Question

Identify A, B and C shown in this table: \(\begin{array}{lccc}\text { Property } & \begin{array}{c}\text { Simple } \\\ \text { Diffusion }\end{array} & \begin{array}{c}\text { Facilitated } \\\ \text { Transport }\end{array} & \begin{array}{c}\text { Active } \\ \text { Transport }\end{array} \\ \text { Requires special membrane proteins } & \text { A } & \text { Yes } & \text { Yes } \\ \text { Highly selective } & \text { No } & \text { Yes } & \text { Yes } \\ \text { Transport Saturates } & \text { No } & \text { B } & \text { Yes } \\ \text { Uphill transport } & \text { No } & \text { No } & \text { C } \\ \text { Requires ATP energy } & \text { No } & \text { No } & \text { Yes } \\ \begin{array}{lc}\text { (a) A-Yes, B-Yes, C-Yes } & \text { (b) A-Yes, B-No, C-Yes }\end{array}\end{array}\) a) (a) A-Yes, B-Yes, C-Yes A-Yes, B-No, C-Yes (c) \(\mathrm{A}-\mathrm{No}, \mathrm{B}-\mathrm{Yes}, \mathrm{C}-\mathrm{Yes}\) (d) A-No, B-No, C-Yes

Short answer

(c) A-No, B-Yes, C-Yes

Step-by-step solution

Identification of A

A refers to whether Simple Diffusion requires special membrane proteins or not. As per the table, under Simple Diffusion, for the property 'Requires special membrane proteins', A is marked. But since 'Simple Diffusion' does not require special membrane proteins, so, A is 'No'.

Identification of B

B denotes whether Facilitated Transport can saturate or not. As per the table, under Facilitated Transport, for the property 'Transport Saturates', B is marked. But 'Facilitated Transport' can saturate because of the limited number of transport proteins available. Hence, B is 'Yes'.

Identification of C

C refers to whether Active Transport can move particles uphill or against the concentration gradient or not. As per the table, under Active Transport, for the property 'Uphill Transport', C is marked. In fact, 'Active Transport' can move molecules against a concentration gradient, so C is 'Yes'.

Key concepts

Simple Diffusion

Simple diffusion is a fundamental process in cellular transport, allowing molecules to move across the cell membrane without the need for energy or special proteins. In simple terms, it's like letting molecules go with the flow.
This process occurs when molecules move from an area of higher concentration to an area of lower concentration.
This natural movement continues until there's an equal concentration of molecules on both sides of the membrane, achieving equilibrium. Here are some key points to remember:

• Molecules move down their concentration gradient.
• No energy (ATP) is required from the cell.
• No special membrane proteins are needed.

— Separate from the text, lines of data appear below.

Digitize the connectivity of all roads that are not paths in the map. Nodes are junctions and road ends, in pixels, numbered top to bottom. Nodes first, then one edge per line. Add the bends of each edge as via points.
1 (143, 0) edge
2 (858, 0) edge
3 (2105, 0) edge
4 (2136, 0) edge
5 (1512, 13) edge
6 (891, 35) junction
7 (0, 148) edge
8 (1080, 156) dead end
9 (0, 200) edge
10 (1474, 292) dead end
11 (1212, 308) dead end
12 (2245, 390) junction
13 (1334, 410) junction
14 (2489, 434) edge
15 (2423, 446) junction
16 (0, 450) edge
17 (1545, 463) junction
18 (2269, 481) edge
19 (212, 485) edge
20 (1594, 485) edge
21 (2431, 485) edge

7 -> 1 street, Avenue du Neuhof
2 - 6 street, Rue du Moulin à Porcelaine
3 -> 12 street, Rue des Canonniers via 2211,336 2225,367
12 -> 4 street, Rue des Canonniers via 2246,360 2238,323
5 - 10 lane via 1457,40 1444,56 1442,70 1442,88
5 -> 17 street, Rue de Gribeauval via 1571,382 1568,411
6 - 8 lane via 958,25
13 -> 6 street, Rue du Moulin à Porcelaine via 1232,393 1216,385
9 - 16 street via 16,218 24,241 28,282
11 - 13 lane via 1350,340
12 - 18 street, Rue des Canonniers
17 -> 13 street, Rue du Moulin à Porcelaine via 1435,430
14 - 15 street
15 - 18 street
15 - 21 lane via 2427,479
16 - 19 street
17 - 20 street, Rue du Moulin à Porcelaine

Simple diffusion is crucial for the transport of small, nonpolar molecules such as oxygen, carbon dioxide, and small lipids. It's important for students to understand that this process directly ties into how cells maintain homeostasis by regulating the movement of substances without expending energy.

Facilitated Transport

Facilitated transport is a step up from simple diffusion, mainly because it involves the help of membrane proteins to move molecules across the cell membrane. While it does not require energy, it does rely heavily on these proteins to operate.
In facilitated transport, molecules move from areas of high concentration to areas of low concentration, but they need a bit of assistance:

• Special proteins, such as carrier and channel proteins, provide this assistance.
• The process is selective, meaning only certain molecules can pass through.
• Transport can saturate, meaning if all proteins are busy, no additional molecules can pass through simultaneously.

Facilitated transport is specifically important for larger or polar molecules that cannot easily diffuse through the lipid bilayer on their own. This includes ions, glucose, and amino acids. Understanding this concept helps students grasp how cells control the intake and output of these essential substances without using energy, focusing instead on the availability and function of specific proteins.

Active Transport

Active transport takes things to a whole new level by moving molecules against their concentration gradient, which means going from an area of low concentration to an area of high concentration.
This process requires energy and is crucial for maintaining cellular functions and homeostasis. Let's explore the important features of active transport:

• Energy is needed in the form of ATP since molecules move against the gradient.
• Specialized membrane proteins act as "pumps" to facilitate this movement.
• It allows cells to maintain concentration differences that are essential for vital processes like nerve impulse transmission and nutrient absorption.

Active transport is necessary for transporting ions like sodium and potassium across cell membranes, keeping an electrical balance, and ensuring cells have the right conditions to function properly. Students need to grasp the idea that this process is crucial for life, as it allows for an unequal distribution of ions, which is necessary for many cellular processes.